Read through the lines below and copy the ones holding the string "Left".

DATA PROVIDED –
________________________

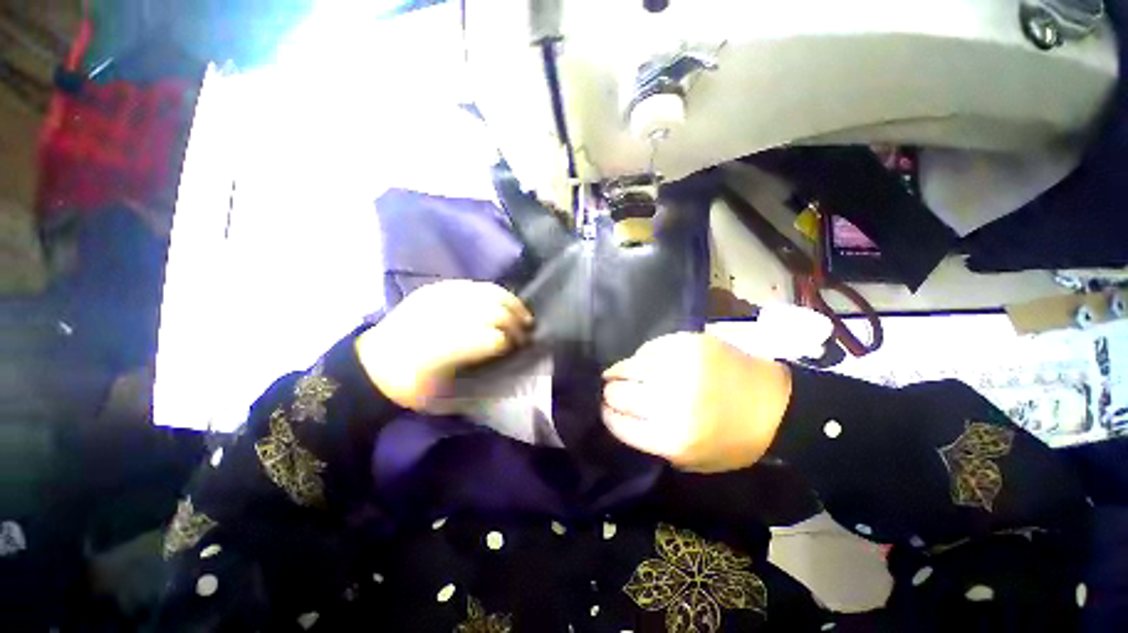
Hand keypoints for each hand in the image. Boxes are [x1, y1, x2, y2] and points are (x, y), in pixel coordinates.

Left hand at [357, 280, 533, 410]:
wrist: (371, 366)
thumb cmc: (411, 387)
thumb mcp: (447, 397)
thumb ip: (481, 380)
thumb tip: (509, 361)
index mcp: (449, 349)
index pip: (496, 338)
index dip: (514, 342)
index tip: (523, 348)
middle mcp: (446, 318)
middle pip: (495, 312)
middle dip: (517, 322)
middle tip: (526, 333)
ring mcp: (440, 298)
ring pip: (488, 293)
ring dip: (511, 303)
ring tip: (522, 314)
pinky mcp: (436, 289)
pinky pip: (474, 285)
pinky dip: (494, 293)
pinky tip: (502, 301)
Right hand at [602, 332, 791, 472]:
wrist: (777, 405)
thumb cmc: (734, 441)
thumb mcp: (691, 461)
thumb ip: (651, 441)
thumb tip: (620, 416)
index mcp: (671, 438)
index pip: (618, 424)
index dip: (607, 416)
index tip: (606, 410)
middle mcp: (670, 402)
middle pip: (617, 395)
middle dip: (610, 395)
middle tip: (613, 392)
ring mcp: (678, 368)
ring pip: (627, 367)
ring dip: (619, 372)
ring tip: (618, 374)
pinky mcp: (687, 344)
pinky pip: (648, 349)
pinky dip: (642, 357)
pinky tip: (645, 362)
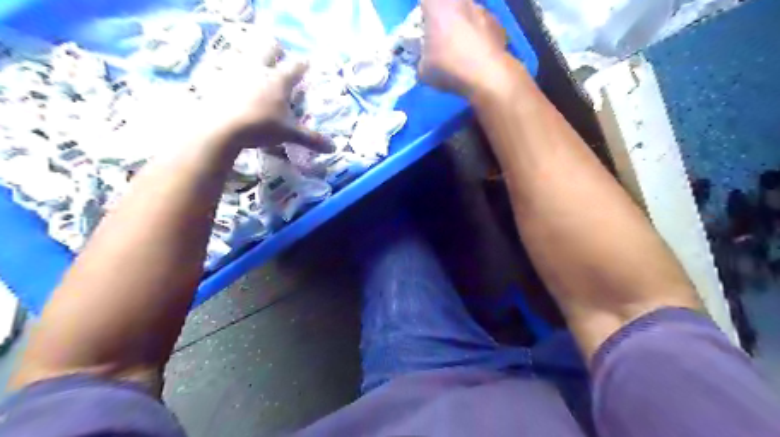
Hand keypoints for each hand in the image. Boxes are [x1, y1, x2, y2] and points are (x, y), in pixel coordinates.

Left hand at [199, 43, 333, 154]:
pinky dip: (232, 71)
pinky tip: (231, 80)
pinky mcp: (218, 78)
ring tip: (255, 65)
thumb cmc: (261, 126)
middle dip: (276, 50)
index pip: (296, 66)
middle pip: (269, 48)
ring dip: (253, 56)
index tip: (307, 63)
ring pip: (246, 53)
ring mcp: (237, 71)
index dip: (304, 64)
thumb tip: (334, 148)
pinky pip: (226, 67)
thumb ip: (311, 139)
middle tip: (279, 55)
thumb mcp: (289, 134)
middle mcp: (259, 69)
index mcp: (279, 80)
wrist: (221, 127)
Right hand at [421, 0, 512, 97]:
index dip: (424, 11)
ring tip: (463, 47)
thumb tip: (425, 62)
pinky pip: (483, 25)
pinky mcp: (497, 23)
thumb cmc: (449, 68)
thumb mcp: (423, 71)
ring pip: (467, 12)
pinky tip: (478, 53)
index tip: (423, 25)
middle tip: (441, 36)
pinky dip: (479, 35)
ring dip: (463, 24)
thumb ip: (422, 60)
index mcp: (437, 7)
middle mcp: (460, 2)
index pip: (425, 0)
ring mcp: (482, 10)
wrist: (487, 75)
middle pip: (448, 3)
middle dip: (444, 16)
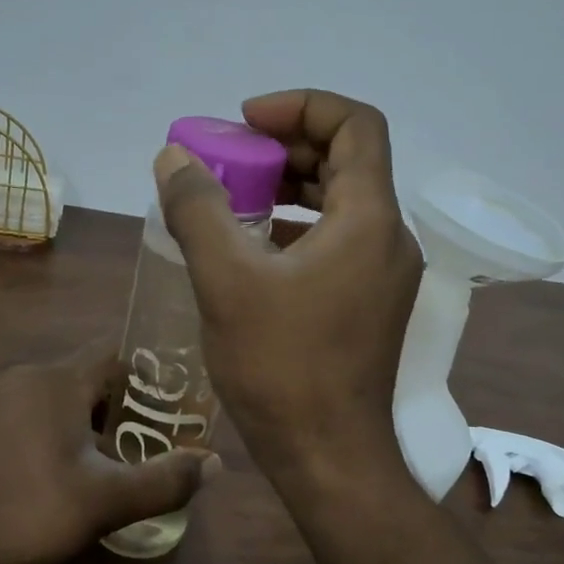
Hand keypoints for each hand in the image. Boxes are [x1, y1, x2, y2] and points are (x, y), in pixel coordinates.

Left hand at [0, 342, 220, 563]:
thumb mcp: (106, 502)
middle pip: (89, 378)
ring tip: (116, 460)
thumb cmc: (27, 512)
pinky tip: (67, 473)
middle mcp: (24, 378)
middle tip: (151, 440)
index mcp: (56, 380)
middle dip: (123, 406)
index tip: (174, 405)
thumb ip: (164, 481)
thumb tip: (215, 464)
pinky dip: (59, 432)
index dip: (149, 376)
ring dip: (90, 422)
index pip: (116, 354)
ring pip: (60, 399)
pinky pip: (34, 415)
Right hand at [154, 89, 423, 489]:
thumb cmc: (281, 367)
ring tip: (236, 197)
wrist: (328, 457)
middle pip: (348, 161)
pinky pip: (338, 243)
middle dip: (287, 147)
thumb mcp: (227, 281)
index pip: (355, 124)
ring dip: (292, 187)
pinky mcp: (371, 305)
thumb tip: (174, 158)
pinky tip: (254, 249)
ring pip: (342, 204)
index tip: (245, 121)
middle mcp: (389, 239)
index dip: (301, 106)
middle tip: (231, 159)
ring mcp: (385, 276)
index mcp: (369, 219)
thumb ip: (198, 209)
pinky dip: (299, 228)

________________________

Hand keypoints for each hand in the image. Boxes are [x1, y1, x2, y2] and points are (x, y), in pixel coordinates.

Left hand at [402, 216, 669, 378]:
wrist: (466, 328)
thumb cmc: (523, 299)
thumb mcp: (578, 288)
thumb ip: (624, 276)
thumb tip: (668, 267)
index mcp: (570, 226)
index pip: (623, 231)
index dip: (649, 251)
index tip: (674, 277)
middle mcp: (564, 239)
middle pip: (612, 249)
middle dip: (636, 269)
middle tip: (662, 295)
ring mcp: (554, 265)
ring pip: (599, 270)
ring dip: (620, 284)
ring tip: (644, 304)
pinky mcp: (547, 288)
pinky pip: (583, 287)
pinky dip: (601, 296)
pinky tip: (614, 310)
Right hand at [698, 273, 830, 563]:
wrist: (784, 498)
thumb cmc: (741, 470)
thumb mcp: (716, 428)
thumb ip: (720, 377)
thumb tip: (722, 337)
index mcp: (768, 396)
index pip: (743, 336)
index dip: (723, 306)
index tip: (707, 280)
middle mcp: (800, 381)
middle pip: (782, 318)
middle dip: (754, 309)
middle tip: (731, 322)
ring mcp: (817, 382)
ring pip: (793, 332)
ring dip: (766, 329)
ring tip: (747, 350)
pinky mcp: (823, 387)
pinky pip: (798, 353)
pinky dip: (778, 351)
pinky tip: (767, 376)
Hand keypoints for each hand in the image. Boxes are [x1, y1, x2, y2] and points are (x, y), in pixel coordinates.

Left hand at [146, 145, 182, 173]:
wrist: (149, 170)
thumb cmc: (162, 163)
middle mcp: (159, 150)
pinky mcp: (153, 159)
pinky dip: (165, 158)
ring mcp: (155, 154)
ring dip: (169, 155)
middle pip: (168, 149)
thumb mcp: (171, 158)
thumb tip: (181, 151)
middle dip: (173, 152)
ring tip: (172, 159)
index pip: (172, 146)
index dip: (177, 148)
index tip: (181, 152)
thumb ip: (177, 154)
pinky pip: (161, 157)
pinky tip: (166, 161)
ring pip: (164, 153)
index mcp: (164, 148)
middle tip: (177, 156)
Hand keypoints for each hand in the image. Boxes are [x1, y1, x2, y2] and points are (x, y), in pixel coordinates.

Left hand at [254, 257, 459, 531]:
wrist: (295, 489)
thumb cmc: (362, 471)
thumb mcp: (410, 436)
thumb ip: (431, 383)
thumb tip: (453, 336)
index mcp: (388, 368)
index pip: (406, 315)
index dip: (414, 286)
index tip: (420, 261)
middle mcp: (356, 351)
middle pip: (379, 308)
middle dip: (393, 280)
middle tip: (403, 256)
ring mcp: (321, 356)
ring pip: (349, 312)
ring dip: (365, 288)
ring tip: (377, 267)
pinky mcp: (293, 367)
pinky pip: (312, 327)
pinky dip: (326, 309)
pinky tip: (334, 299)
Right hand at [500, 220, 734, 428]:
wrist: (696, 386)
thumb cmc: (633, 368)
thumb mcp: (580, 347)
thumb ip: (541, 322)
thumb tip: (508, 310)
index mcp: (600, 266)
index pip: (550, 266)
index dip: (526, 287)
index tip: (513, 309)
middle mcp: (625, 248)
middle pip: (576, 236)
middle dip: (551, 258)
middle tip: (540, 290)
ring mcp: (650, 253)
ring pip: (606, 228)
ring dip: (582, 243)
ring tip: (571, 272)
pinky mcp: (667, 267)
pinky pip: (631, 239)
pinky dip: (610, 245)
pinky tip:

________________________

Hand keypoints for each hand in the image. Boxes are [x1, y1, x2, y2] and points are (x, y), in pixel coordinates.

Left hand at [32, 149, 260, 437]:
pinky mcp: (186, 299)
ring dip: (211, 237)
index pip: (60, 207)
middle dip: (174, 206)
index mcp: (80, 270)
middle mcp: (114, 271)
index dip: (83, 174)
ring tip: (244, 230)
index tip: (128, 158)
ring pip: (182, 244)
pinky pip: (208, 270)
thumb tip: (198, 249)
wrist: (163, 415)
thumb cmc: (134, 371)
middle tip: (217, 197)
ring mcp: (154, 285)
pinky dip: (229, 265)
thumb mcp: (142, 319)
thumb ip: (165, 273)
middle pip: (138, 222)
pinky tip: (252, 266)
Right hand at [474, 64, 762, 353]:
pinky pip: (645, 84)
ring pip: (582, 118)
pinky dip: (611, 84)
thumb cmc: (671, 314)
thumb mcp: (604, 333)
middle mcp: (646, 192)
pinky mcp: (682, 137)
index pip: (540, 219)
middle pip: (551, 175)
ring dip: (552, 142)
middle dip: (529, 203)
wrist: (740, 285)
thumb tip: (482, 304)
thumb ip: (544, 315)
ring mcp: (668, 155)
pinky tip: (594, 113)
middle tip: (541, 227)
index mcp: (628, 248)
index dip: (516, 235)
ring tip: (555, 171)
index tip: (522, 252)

________________________

OUTPUT –
Left hand at [357, 280, 533, 410]:
Left hand at [199, 43, 333, 154]:
Left hand at [0, 342, 220, 563]:
Left hand at [402, 216, 669, 378]:
Left hand at [146, 145, 182, 173]:
Left hand at [254, 257, 459, 531]:
Left hand at [32, 149, 260, 437]:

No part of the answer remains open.